# [Task statement]
Copy every line from the material below that holds "Vélez".

# [Records for the exercise]
----
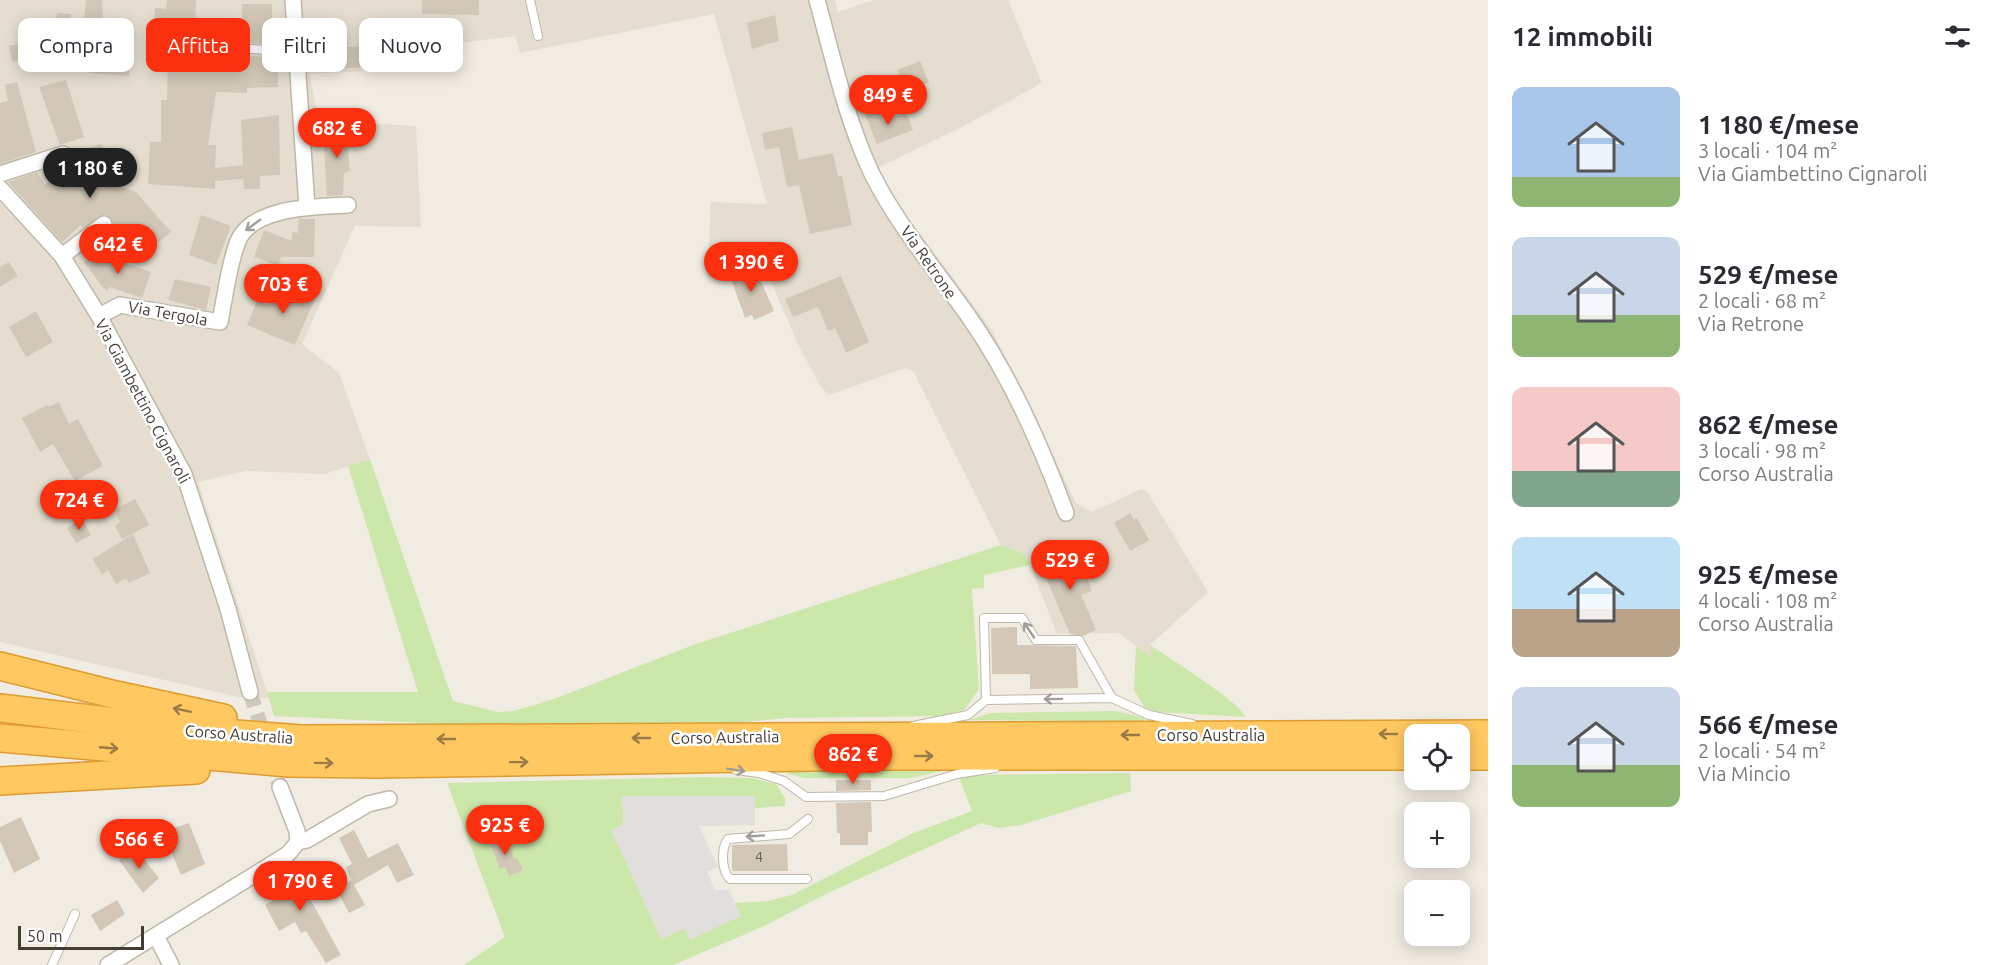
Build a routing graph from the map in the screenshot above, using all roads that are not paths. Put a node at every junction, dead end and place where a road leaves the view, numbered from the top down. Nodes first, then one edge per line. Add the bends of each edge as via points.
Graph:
1 (293, 0) edge
2 (530, 0) edge
3 (816, 0) edge
4 (294, 18) edge
5 (538, 36) dead end
6 (298, 72) edge
7 (63, 154) dead end
8 (0, 174) edge
9 (0, 188) edge
10 (348, 206) dead end
11 (307, 207) junction
12 (105, 224) dead end
13 (62, 256) junction
14 (99, 316) junction
15 (1066, 513) dead end
16 (0, 666) edge
17 (250, 692) tunnel mouth
18 (1112, 698) junction
19 (986, 700) junction
20 (0, 708) edge
21 (1488, 734) edge
22 (885, 735) junction
23 (1231, 735) junction
24 (0, 738) edge
25 (385, 739) junction
26 (1040, 756) junction
27 (1404, 756) edge
28 (1470, 756) edge
29 (1488, 756) edge
30 (678, 760) junction
31 (720, 768) dead end
32 (731, 770) dead end
33 (284, 775) junction
34 (0, 781) edge
35 (389, 799) dead end
36 (808, 819) dead end
37 (298, 842) junction
38 (807, 879) dead end
39 (75, 914) dead end
40 (156, 936) junction
41 (52, 965) edge
42 (108, 965) edge
43 (171, 965) edge

1 - 4 street
2 - 5 lane
3 - 15 street, Via Retrone via 855,132 873,176 922,256 970,318 1006,380 1040,445
6 - 11 street
7 - 8 street
9 - 13 street, Via Giambettino Cignaroli
10 - 11 street, Via Tergola
11 -> 14 street, Via Tergola via 265,216 238,240 220,322 120,305
12 - 13 street
13 - 14 street, Via Giambettino Cignaroli
14 - 17 street, Via Giambettino Cignaroli via 184,474
25 -> 16 highway via 210,716
18 -> 19 lane
18 -> 19 lane via 1079,640 1036,640 1022,618 984,618
18 - 23 lane via 1149,715
19 - 22 lane via 968,715 919,723
20 - 25 highway, Corso Australia via 251,736
21 -> 23 highway, Corso Australia
23 -> 22 highway, Corso Australia
22 -> 25 highway, Corso Australia
24 -> 33 highway, Corso Australia
26 - 27 highway, Corso Australia
30 -> 26 highway, Corso Australia
32 -> 26 lane via 772,776 806,797 884,796 957,774
28 - 29 highway
30 - 31 lane
33 -> 30 highway, Corso Australia
33 - 34 highway via 179,770
33 - 37 street
35 - 37 street via 368,804
36 -> 38 lane via 789,834 728,838 723,845 725,874 730,879
37 - 40 street via 288,854
39 - 41 lane
40 - 42 street
40 - 43 street

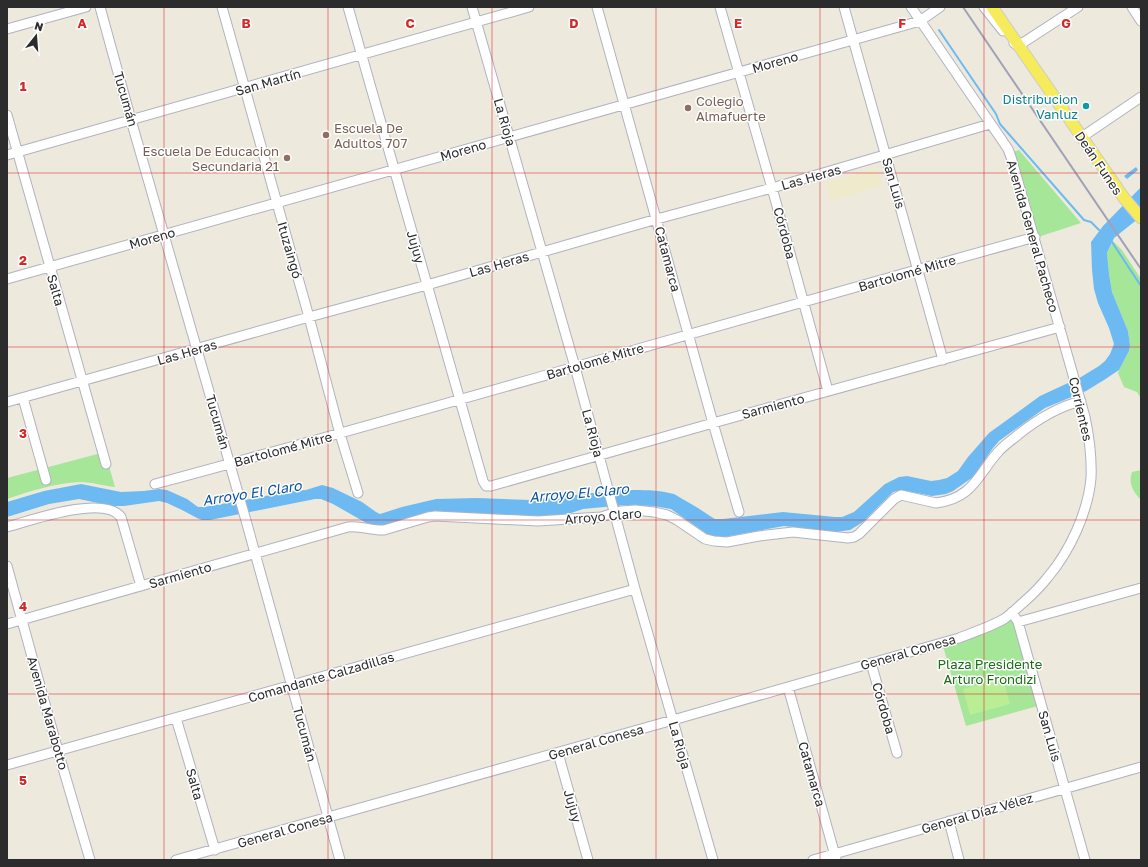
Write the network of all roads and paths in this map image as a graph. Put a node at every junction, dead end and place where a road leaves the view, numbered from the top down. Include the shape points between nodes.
1 (86, 7) edge
2 (100, 7) edge
3 (222, 7) edge
4 (348, 7) edge
5 (472, 7) edge
6 (530, 7) edge
7 (597, 7) edge
8 (720, 7) edge
9 (844, 7) edge
10 (911, 7) edge
11 (940, 7) edge
12 (984, 7) edge
13 (992, 7) edge
14 (1078, 7) edge
15 (1132, 7) edge
16 (920, 21) junction
17 (1141, 21) edge
18 (477, 22) junction
19 (7, 29) edge
20 (853, 40) junction
21 (1018, 46) junction
22 (361, 55) junction
23 (738, 73) junction
24 (245, 88) junction
25 (1141, 97) edge
26 (624, 104) junction
27 (7, 115) edge
28 (132, 120) junction
29 (990, 124) junction
30 (509, 137) junction
31 (1082, 137) junction
32 (18, 152) junction
33 (886, 155) junction
34 (7, 156) edge
35 (394, 170) junction
36 (772, 188) junction
37 (277, 203) junction
38 (1141, 218) edge
39 (657, 219) junction
40 (164, 235) junction
41 (1035, 237) junction
42 (542, 252) junction
43 (50, 268) junction
44 (918, 270) junction
45 (7, 279) edge
46 (427, 285) junction
47 (803, 302) junction
48 (309, 317) junction
49 (1060, 327) junction
50 (689, 335) junction
51 (197, 349) junction
52 (943, 360) junction
53 (575, 367) junction
54 (82, 382) junction
55 (828, 391) junction
56 (23, 398) junction
57 (1080, 399) junction
58 (459, 400) junction
59 (7, 402) edge
60 (713, 423) junction
61 (340, 434) junction
62 (599, 456) junction
63 (106, 464) dead end
64 (230, 464) junction
65 (46, 480) dead end
66 (155, 484) dead end
67 (486, 486) joint
68 (358, 493) dead end
69 (614, 511) junction
70 (739, 512) dead end
71 (353, 526) joint
72 (7, 527) edge
73 (255, 553) junction
74 (7, 566) edge
75 (141, 586) junction
76 (1141, 588) edge
77 (635, 589) junction
78 (1012, 612) junction
79 (22, 620) junction
80 (1018, 622) junction
81 (7, 624) edge
82 (871, 663) junction
83 (291, 685) junction
84 (788, 687) junction
85 (176, 718) junction
86 (674, 720) junction
87 (58, 751) junction
88 (558, 753) junction
89 (897, 753) dead end
90 (7, 765) edge
91 (1141, 767) edge
92 (1065, 789) junction
93 (328, 818) junction
94 (949, 821) junction
95 (214, 850) junction
96 (835, 857) edge
97 (90, 860) edge
98 (176, 860) edge
99 (340, 860) edge
100 (588, 860) edge
101 (713, 860) edge
102 (813, 860) edge
103 (959, 860) edge
104 (1085, 860) edge

1 - 19 street
2 - 28 street, Tucumán
3 - 24 street, Ituzaingó
4 - 22 street, Jujuy
5 - 18 street, La Rioja
6 - 18 street, San Martín
7 - 26 street, Catamarca
8 - 23 street, Córdoba
9 - 20 street, San Luis
10 - 16 street, Avenida General Pacheco
11 - 16 street, Moreno
12 - 21 street
13 - 21 main road, Deán Funes
14 - 21 street
15 - 17 street
16 - 20 street, Moreno
16 - 29 street, Avenida General Pacheco
18 - 22 street, San Martín
18 - 30 street, La Rioja
20 - 23 street, Moreno
20 - 33 street, San Luis
21 - 31 main road, Deán Funes
22 - 24 street, San Martín
22 - 35 street, Jujuy
23 - 26 street, Moreno
23 - 36 street, Córdoba
24 - 28 street, San Martín
24 - 37 street, Ituzaingó
25 - 31 street
26 - 30 street, Moreno
26 - 39 street, Catamarca
27 - 32 street, Salta
28 - 32 street, San Martín
28 - 40 street, Tucumán
29 - 33 street, Las Heras
29 - 41 street, Avenida General Pacheco via 1008,149
30 - 35 street, Moreno
30 - 42 street, La Rioja
31 - 38 main road, Deán Funes
32 - 34 street, San Martín
32 - 43 street, Salta
33 - 36 street, Las Heras
33 - 44 street, San Luis
35 - 37 street, Moreno
35 - 46 street, Jujuy
36 - 39 street, Las Heras
36 - 47 street, Córdoba
37 - 40 street, Moreno
37 - 48 street, Ituzaingó
39 - 42 street, Las Heras
39 - 50 street, Catamarca
40 - 43 street, Moreno
40 - 51 street, Tucumán
41 - 44 street, Bartolomé Mitre
41 - 49 street, Avenida General Pacheco
42 - 46 street, Las Heras
42 - 53 street, La Rioja
43 - 45 street, Moreno
43 - 54 street, Salta
44 - 47 street, Bartolomé Mitre
44 - 52 street, San Luis
46 - 48 street, Las Heras
46 - 58 street, Jujuy
47 - 50 street, Bartolomé Mitre
47 - 55 street, Córdoba
48 - 51 street, Las Heras
48 - 61 street, Ituzaingó
49 - 52 street, Sarmiento
49 - 57 street, Corrientes
50 - 53 street, Bartolomé Mitre
50 - 60 street, Catamarca
51 - 54 street, Las Heras
51 - 64 street, Tucumán
52 - 55 street, Sarmiento
53 - 58 street, Bartolomé Mitre
53 - 62 street, La Rioja
54 - 56 street, Las Heras
54 - 63 street, Salta
55 - 60 street, Sarmiento
56 - 59 street, Las Heras
56 - 65 street
57 - 69 street, Arroyo Claro via 1040,418 1005,445 973,485 959,496 936,503 898,496 854,537 793,532 727,542 714,541 705,539 667,515 635,510
57 - 78 street, Corrientes via 1088,433 1091,476 1083,514 1056,567 1035,592
58 - 61 street, Bartolomé Mitre
58 - 67 street, Jujuy
60 - 62 street, Sarmiento
60 - 70 street, Catamarca
61 - 64 street, Bartolomé Mitre
61 - 68 street, Ituzaingó
62 - 67 street, Sarmiento
62 - 69 street, La Rioja
64 - 66 street, Bartolomé Mitre
64 - 73 street, Tucumán
69 - 71 street, Arroyo Claro via 601,517 538,521 435,516 377,531
69 - 77 street, La Rioja
71 - 73 street, Sarmiento
72 - 75 street via 50,514 80,509 103,509 119,515
73 - 75 street, Sarmiento
73 - 83 street, Tucumán
74 - 79 street, Avenida Marabotto
75 - 79 street, Sarmiento
76 - 80 street
77 - 83 street, Comandante Calzadillas
77 - 86 street, La Rioja
78 - 80 street, San Luis
78 - 82 street, General Conesa via 992,625 959,638
79 - 81 street, Sarmiento
79 - 87 street, Avenida Marabotto
80 - 92 street, San Luis
82 - 84 street, General Conesa
82 - 89 street, Córdoba
83 - 85 street, Comandante Calzadillas
83 - 93 street, Tucumán
84 - 86 street, General Conesa
84 - 96 street, Catamarca
85 - 87 street, Comandante Calzadillas
85 - 95 street, Salta
86 - 88 street, General Conesa
86 - 101 street, La Rioja
87 - 90 street, Comandante Calzadillas
87 - 97 street, Avenida Marabotto
88 - 93 street, General Conesa
88 - 100 street, Jujuy
91 - 92 street, General Díaz Vélez
92 - 94 street, General Díaz Vélez
92 - 104 street, San Luis
93 - 95 street, General Conesa
93 - 99 street, Tucumán
94 - 96 street, General Díaz Vélez
94 - 103 street
95 - 98 street, General Conesa
96 - 102 street, General Díaz Vélez

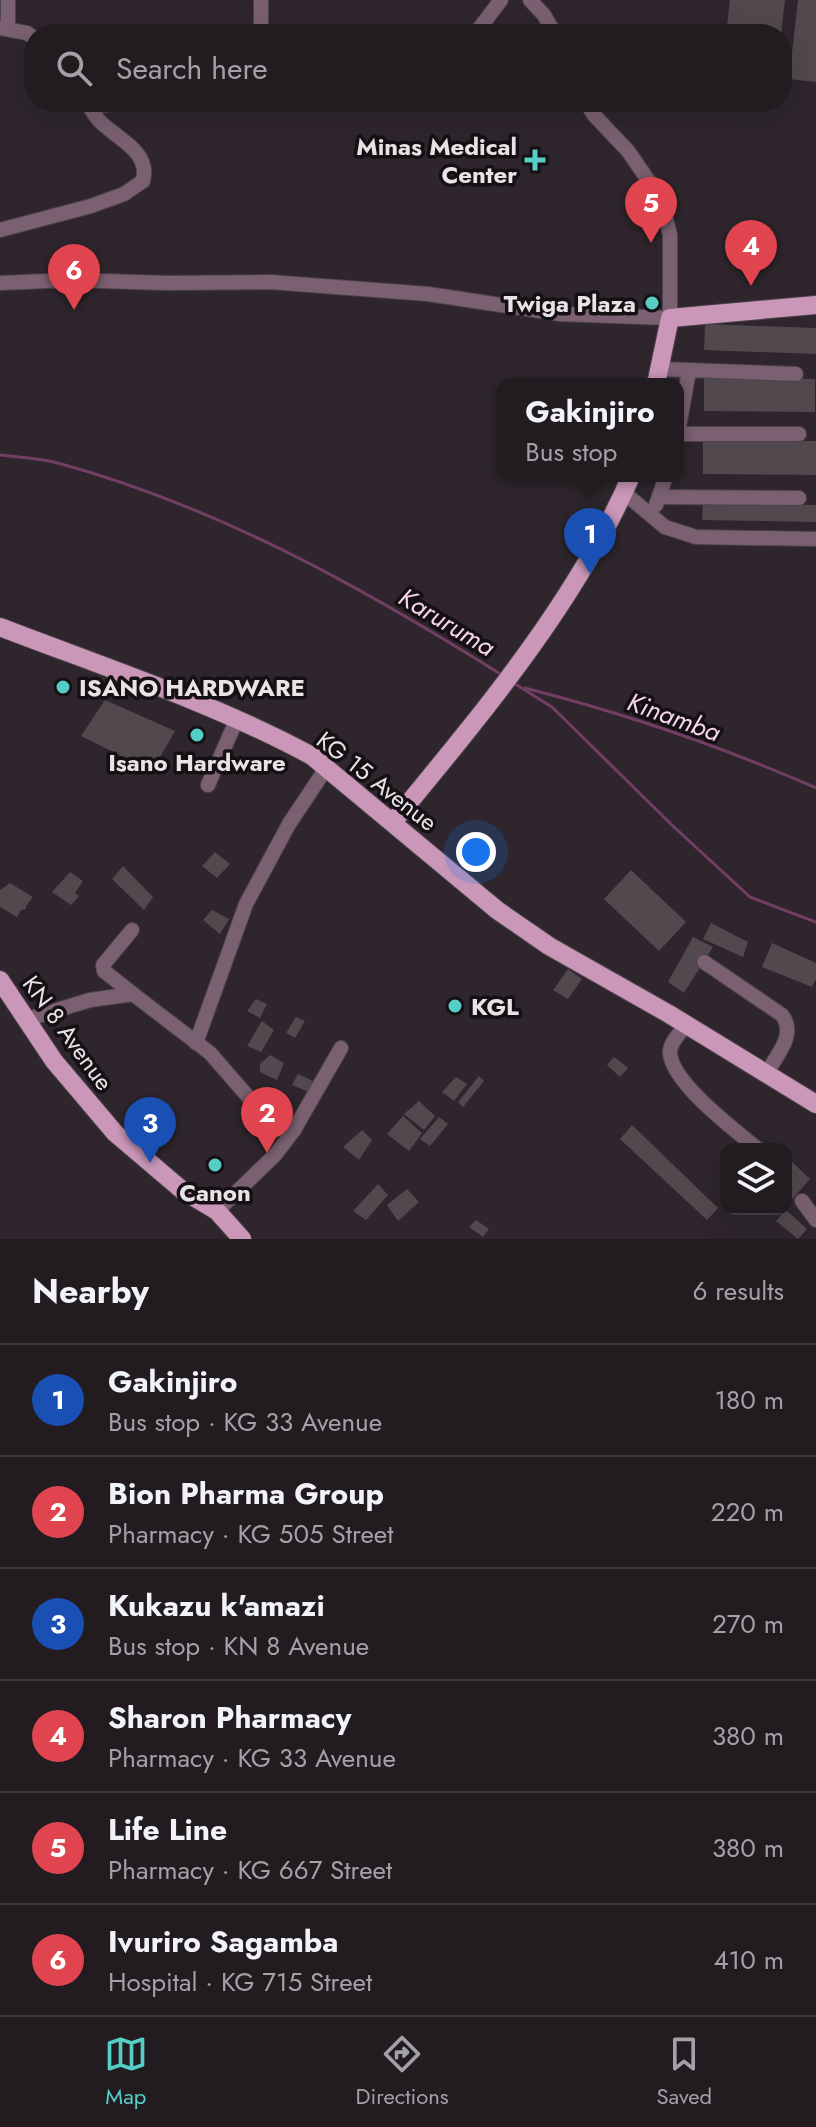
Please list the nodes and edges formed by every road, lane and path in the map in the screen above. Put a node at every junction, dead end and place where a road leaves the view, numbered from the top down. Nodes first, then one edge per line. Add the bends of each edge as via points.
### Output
1 (8, 0) edge
2 (261, 0) edge
3 (501, 0) edge
4 (530, 0) edge
5 (261, 24) edge
6 (483, 24) edge
7 (549, 24) edge
8 (4, 28) edge
9 (24, 32) edge
10 (92, 112) edge
11 (592, 112) edge
12 (0, 230) edge
13 (0, 283) edge
14 (816, 305) edge
15 (670, 318) junction
16 (689, 371) junction
17 (796, 374) dead end
18 (658, 377) edge
19 (684, 399) edge
20 (684, 427) edge
21 (799, 434) dead end
22 (664, 482) edge
23 (627, 484) edge
24 (659, 497) junction
25 (799, 498) dead end
26 (651, 517) junction
27 (816, 539) edge
28 (0, 627) edge
29 (236, 721) junction
30 (327, 767) junction
31 (208, 785) dead end
32 (393, 822) junction
33 (132, 930) dead end
34 (704, 962) dead end
35 (0, 980) edge
36 (133, 994) junction
37 (28, 1019) junction
38 (686, 1025) junction
39 (196, 1043) junction
40 (341, 1048) dead end
41 (766, 1074) junction
42 (816, 1104) edge
43 (294, 1130) junction
44 (751, 1143) edge
45 (802, 1201) dead end
46 (217, 1211) junction
47 (816, 1220) edge
48 (242, 1239) edge

1 - 8 street
2 - 5 street
3 - 6 street
4 - 7 street
8 - 9 street
10 - 12 street via 141,159 143,181 91,206
11 - 15 street via 661,199 670,235
13 - 15 street via 270,282 428,294 560,314
14 - 15 main road
15 - 18 main road
16 - 17 street
16 - 18 street
16 - 19 street
20 - 21 street
22 - 24 street
23 - 26 street
23 - 32 main road via 590,557 540,635
24 - 25 street
24 - 26 street
26 - 27 street via 696,537
28 - 29 main road, KG 15 Avenue
29 - 30 main road, KG 15 Avenue via 281,739
29 - 31 street
30 - 32 main road, KG 15 Avenue
30 - 39 street via 296,811 246,904
32 - 38 main road, KG 15 Avenue via 497,910
33 - 36 street via 103,965
34 - 41 street via 788,1023 789,1034
35 - 37 main road, KN 8 Avenue
36 - 37 street via 90,1000
36 - 39 street
37 - 46 main road, KN 8 Avenue via 54,1061 115,1133 182,1190
38 - 41 main road, KG 15 Avenue
38 - 44 street via 671,1045 673,1065 709,1109
39 - 43 street via 257,1107
40 - 43 street
41 - 42 main road, KG 15 Avenue
43 - 46 street
45 - 47 street
46 - 48 main road, KN 8 Avenue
----
# [Answer to this task]
91 - 92 street, General Díaz Vélez
92 - 94 street, General Díaz Vélez
94 - 96 street, General Díaz Vélez
96 - 102 street, General Díaz Vélez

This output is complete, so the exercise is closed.